Em 2004 foi, por sua vez, criado o cargo de Representante da República, que substituiu o de Ministro da República, com competências políticas e responsável exclusivamente perante o Presidente da República.
A revisão de 2004 operou, por outro lado, a supressão total dos poderes administrativos do anterior Ministro da República.
O Governo Regional passou a tomar posse perante a Assembleia Legislativa da Região, anteriormente designada Assembleia Regional.

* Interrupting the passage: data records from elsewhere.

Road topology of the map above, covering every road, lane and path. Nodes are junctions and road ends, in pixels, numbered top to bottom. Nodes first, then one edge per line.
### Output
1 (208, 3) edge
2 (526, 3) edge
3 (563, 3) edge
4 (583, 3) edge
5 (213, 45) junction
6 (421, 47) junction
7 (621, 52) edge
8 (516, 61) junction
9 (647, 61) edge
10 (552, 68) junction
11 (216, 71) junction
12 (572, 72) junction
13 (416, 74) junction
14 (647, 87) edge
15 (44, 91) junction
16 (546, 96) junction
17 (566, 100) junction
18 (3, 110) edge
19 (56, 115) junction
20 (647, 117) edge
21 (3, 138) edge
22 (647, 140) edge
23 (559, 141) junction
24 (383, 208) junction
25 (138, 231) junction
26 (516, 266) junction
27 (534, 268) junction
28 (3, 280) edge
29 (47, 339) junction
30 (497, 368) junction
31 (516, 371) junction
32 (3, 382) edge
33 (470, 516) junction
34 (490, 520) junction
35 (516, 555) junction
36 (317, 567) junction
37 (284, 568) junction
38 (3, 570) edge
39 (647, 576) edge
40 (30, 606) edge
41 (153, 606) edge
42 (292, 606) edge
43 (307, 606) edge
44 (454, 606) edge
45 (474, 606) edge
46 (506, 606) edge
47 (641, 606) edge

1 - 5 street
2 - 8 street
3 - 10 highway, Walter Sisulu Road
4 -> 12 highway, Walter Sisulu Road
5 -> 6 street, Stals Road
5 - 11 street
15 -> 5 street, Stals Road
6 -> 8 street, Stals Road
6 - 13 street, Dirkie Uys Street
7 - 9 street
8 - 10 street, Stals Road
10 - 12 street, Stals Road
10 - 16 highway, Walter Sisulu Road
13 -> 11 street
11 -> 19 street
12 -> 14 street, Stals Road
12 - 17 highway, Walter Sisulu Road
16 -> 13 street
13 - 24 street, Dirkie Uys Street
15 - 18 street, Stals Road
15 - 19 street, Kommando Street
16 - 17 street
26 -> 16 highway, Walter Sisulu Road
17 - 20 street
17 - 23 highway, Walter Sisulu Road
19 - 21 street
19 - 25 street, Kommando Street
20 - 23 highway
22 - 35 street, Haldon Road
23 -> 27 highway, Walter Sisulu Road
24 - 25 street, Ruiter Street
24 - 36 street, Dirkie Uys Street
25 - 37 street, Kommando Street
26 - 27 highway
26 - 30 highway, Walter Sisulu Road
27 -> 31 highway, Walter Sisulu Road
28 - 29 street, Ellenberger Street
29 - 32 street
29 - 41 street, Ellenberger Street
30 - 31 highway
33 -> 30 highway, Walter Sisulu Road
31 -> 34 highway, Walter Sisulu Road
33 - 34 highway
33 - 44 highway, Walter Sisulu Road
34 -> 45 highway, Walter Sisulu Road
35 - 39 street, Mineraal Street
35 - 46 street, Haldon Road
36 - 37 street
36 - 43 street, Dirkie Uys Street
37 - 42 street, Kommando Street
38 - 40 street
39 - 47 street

A partir de 2004, o Representante da República, é configurado como titular de cargo político, residente, com competências no âmbito do funcionamento do sistema do Governo Regional e com funções de representação do Estado e de controlo normativo dos atos legislativos dos órgãos de governo regionais.
No plano protocolar, o Representante da República continua a ter o “rank” de Ministro, tem precedência sobre todas as entidades regionais e nacionais nas cerimónias civis e militares que tenham lugar na respetiva Região, que cede quando estiverem presentes o Presidente da República, o Presidente da Assembleia da República ou o Primeiro-ministro.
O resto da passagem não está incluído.